Assigned task
Each line in the data must be reproduced as written, except for any picture.

### Materials provided ###

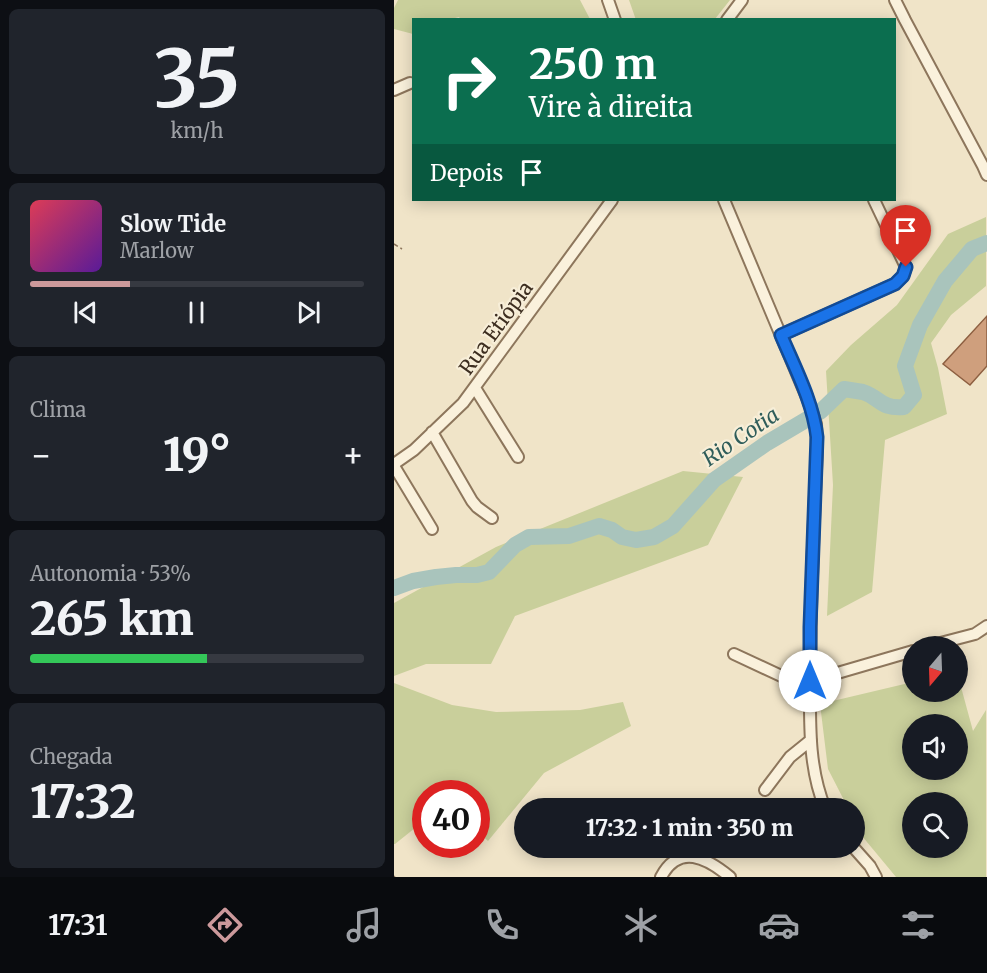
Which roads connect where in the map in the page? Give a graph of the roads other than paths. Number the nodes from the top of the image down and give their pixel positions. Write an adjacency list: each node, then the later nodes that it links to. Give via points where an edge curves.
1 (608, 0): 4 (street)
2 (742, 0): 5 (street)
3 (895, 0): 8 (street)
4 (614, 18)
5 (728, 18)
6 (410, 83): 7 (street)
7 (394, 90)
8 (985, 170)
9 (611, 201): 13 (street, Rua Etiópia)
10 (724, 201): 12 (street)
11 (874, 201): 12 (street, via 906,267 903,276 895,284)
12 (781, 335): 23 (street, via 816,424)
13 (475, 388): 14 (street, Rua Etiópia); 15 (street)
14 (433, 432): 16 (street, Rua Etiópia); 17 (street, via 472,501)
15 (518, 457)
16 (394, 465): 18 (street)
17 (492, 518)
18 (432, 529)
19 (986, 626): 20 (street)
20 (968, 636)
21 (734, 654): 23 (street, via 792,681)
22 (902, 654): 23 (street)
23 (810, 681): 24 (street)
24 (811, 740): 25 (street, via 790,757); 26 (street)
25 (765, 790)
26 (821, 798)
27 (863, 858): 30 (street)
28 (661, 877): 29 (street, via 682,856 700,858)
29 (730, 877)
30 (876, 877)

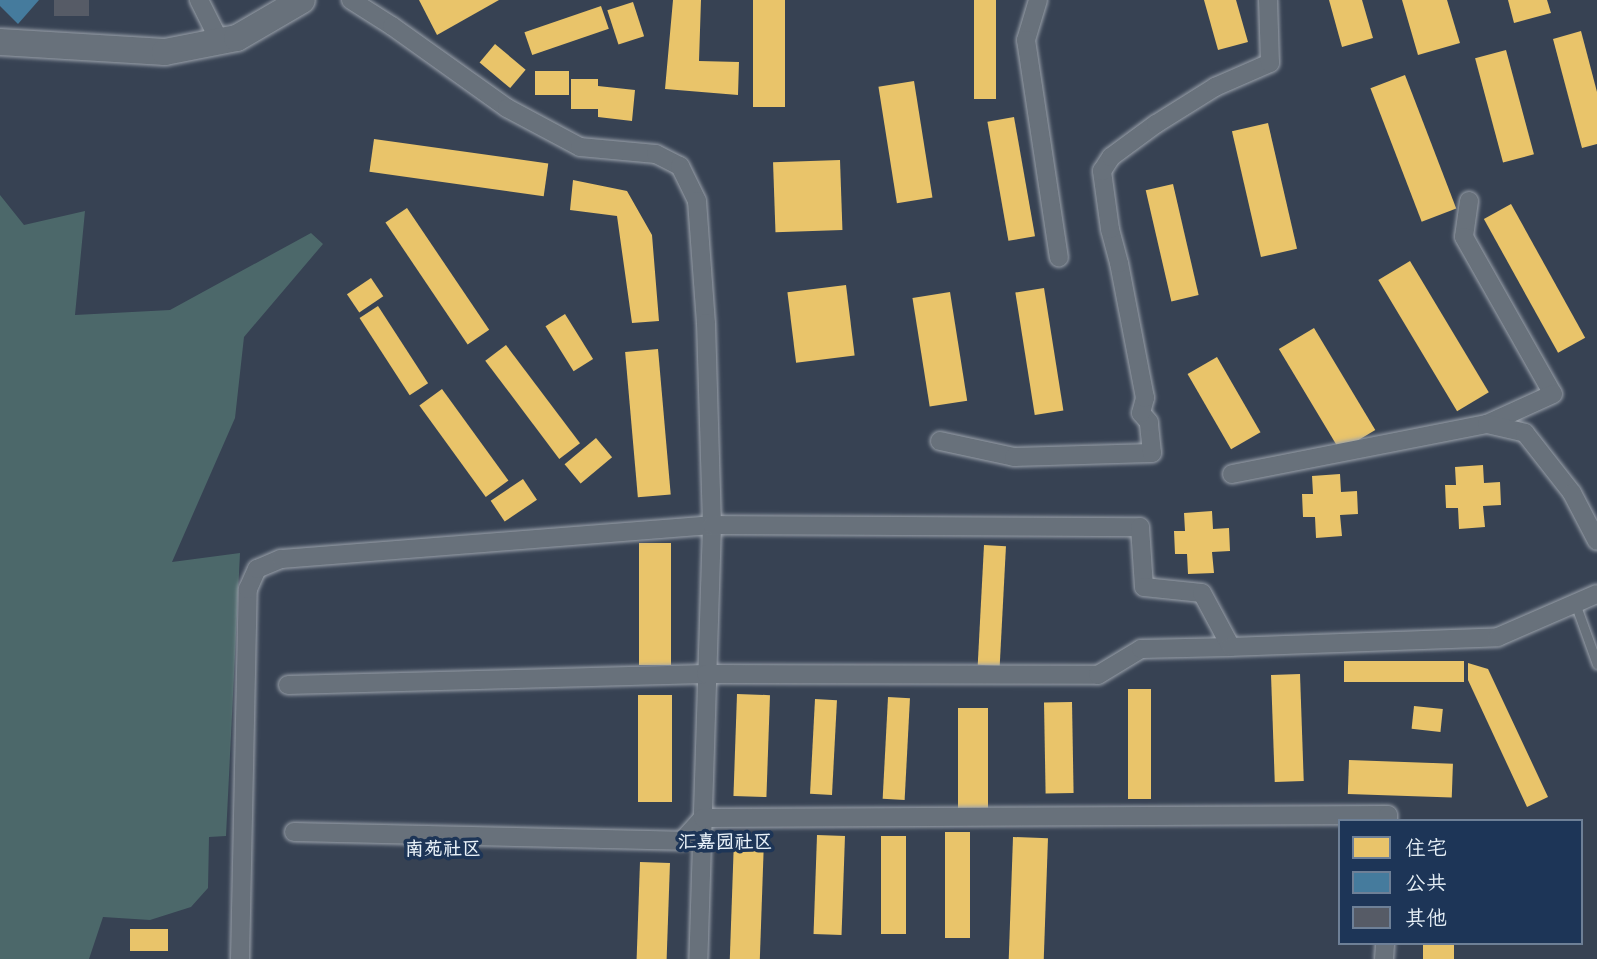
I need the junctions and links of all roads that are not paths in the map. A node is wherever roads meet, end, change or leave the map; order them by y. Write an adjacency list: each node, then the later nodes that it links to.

###

Result of this exercise
Which roads connect where in the map in the page? Give a graph of the roads other than paths. Number the nodes from the top of the image down and give their pixel positions. Write an adjacency list: each node, then the later nodes that it links to. Give via points where an edge curves.
1 (608, 0): 4 (street)
2 (742, 0): 5 (street)
3 (895, 0): 8 (street)
4 (614, 18)
5 (728, 18)
6 (410, 83): 7 (street)
7 (394, 90)
8 (985, 170)
9 (611, 201): 13 (street, Rua Etiópia)
10 (724, 201): 12 (street)
11 (874, 201): 12 (street, via 906,267 903,276 895,284)
12 (781, 335): 23 (street, via 816,424)
13 (475, 388): 14 (street, Rua Etiópia); 15 (street)
14 (433, 432): 16 (street, Rua Etiópia); 17 (street, via 472,501)
15 (518, 457)
16 (394, 465): 18 (street)
17 (492, 518)
18 (432, 529)
19 (986, 626): 20 (street)
20 (968, 636)
21 (734, 654): 23 (street, via 792,681)
22 (902, 654): 23 (street)
23 (810, 681): 24 (street)
24 (811, 740): 25 (street, via 790,757); 26 (street)
25 (765, 790)
26 (821, 798)
27 (863, 858): 30 (street)
28 (661, 877): 29 (street, via 682,856 700,858)
29 (730, 877)
30 (876, 877)

I need the junctions and links of all roads that are not paths in the map. A node is wherever roads meet, end, change or leave the map; order them by y. Write an adjacency list: each node, then the later nodes that it links to.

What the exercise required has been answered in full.